Now that we have the mass defects, we can use the formula for binding energy to find the binding energy for each isotope. We will use the conversion factor \(1 \text{ amu} = 931.5 \text{ MeV/c}^2\) to convert the mass defects into MeV. For \({ }^{7}\)Be: \[ E = 0.02919 \times 931.5 = 27.179 \text{ MeV} \] For \({ }^{9}\)Be: \[ E = 0.04647 \times 931.5 = 43.281 \text{ MeV} \] For \({ }^{10}\)Be: \[ E = 0.03939 \times 931.5 = 36.696 \text{ MeV} \]

Calculate the binding energy per nucleon for each isotope

Finally, we will divide the binding energy by the number of nucleons in each isotope. For \({ }^{7}\)Be: \[ \frac{E}{A} = \frac{27.179}{7} = 3.883 \text{ MeV/nucleon} \] For \({ }^{9}\)Be: \[ \frac{E}{A} = \frac{43.281}{9} = 4.809 \text{ MeV/nucleon} \] For \({ }^{10}\)Be: \[ \frac{E}{A} = \frac{36.696}{10} = 3.670 \text{ MeV/nucleon} \]

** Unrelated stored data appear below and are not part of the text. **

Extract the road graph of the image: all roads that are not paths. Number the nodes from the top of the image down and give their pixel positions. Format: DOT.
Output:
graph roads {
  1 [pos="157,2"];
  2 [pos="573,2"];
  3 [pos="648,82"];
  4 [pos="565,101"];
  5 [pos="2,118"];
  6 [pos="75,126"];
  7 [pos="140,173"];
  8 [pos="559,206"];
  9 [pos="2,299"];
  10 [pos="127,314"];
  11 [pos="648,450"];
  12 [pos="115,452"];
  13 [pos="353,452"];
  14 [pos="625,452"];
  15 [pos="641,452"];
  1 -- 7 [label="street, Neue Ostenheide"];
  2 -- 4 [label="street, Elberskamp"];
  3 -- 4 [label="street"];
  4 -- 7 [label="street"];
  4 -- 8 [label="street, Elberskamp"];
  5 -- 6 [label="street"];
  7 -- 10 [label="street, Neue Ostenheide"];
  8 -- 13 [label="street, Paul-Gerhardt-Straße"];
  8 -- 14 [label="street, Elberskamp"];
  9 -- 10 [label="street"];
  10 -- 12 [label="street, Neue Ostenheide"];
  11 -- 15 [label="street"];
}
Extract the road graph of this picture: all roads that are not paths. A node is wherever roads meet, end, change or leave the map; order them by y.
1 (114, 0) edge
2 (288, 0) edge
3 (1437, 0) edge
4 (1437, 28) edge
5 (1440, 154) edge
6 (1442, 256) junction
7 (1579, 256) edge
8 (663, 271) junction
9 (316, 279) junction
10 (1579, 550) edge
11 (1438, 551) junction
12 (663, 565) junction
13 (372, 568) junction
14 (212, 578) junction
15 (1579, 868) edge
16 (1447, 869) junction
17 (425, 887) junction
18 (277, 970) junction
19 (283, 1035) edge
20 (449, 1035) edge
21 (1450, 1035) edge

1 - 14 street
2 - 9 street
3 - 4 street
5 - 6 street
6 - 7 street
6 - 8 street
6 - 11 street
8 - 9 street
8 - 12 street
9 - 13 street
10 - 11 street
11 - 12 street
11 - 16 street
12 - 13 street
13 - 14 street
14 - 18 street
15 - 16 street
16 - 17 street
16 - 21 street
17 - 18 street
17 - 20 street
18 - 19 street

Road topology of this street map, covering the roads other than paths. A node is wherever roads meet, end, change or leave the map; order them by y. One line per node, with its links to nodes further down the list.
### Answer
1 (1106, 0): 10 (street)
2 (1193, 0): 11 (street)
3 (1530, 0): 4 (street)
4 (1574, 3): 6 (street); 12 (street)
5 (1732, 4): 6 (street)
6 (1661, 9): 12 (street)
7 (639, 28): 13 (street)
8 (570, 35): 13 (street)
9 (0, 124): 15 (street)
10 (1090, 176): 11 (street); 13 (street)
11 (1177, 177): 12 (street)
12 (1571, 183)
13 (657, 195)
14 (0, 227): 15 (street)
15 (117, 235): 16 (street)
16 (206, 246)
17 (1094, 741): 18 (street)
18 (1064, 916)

Identify the isotope with the largest binding energy per nucleon

Comparing the binding energy per nucleon for each isotope: \[ { }^{7} \mathrm{Be}: 3.883 \text{ MeV/nucleon}\\ { }^{9} \mathrm{Be}: 4.809 \text{ MeV/nucleon}\\ { }^{10} \mathrm{Be}: 3.670 \text{ MeV/nucleon} \] We can see that \({ }^{9}\)Be has the largest binding energy per nucleon, which is approximately 4.809 MeV/nucleon.

Key concepts

Nuclear Mass

The concept of nuclear mass is pivotal in understanding atomic nuclei. It refers to the mass of an entire nucleus, including both protons and neutrons, but excluding the electrons. It is often measured in atomic mass units (amu). Each nucleus displays a unique nuclear mass, influenced by the number and type of nucleons (protons and neutrons) it contains. For example, the nuclear masses of beryllium isotopes like

• d{}^{7} Be,
• d{}^{9} Be, and
• d{}^{10} Be, are given in the problem as 7.0147 amu, 9.0100 amu, and 10.0113 amu, respectively. The nuclear mass is less than the sum of separate masses of protons and neutrons due to the binding energy, which holds the nucleus together.

Mass Defect

Mass defect is a key idea that helps explain why nuclei are stable. It represents the difference between the sum of individual masses of protons and neutrons and the actual nuclear mass. This difference arises because some energy is released when nucleons bind together to form a nucleus. According to Einstein's famous equation, \(E = \Delta m \times c^2\), this released energy corresponds to the mass defect. Calculating the mass defect for isotopes of beryllium involves subtracting the nuclear mass from the combined mass of its protons and neutrons. For instance:

• For \({ }^{7}\)Be, the mass defect is calculated as 0.02919 amu.
• For \({ }^{9}\)Be, it is 0.04647 amu.
• For \({ }^{10}\)Be, it is 0.03939 amu.This mass defect corresponds to the binding energy required to hold the nucleus together.

Beryllium Isotopes

Beryllium isotopes are variants of the beryllium element that differ in neutron number. The most common isotopes included in discussions are

• \({ }^{7}\)Be,
• \({ }^{9}\)Be, and
• \({ }^{10}\)Be. All these isotopes have four protons but differ in the number of neutrons.
  • For example, \({ }^{7}\)Be has three neutrons, while \({ }^{9}\)Be has five, and \({ }^{10}\)Be has six. These variations contribute to the differences in nuclear mass and binding energy per nucleon. Understanding isotopes is crucial for interpreting nuclear reactions, stability, and decay processes. Each isotope has a different binding energy per nucleon, affecting its stability.

Proton and Neutron Masses

The mass of a proton is approximately 1.00728 amu, while a neutron is slightly heavier at 1.00867 amu. These masses are fundamental to calculating the nuclear mass and mass defect of an isotope. In any nucleus, protons provide positive charge and are balanced by electrons in the atom, while neutrons add mass without charge, contributing to isotopic variations. When calculating nuclear properties, the total mass is often slightly less than the sum of separate protons and neutrons due to binding energy. This energy reflects the stability of the nucleus and is a crucial factor in nuclear physics. Understanding these masses helps in determining the binding energy and stability of the nucleus, as seen in calculations for beryllium isotopes.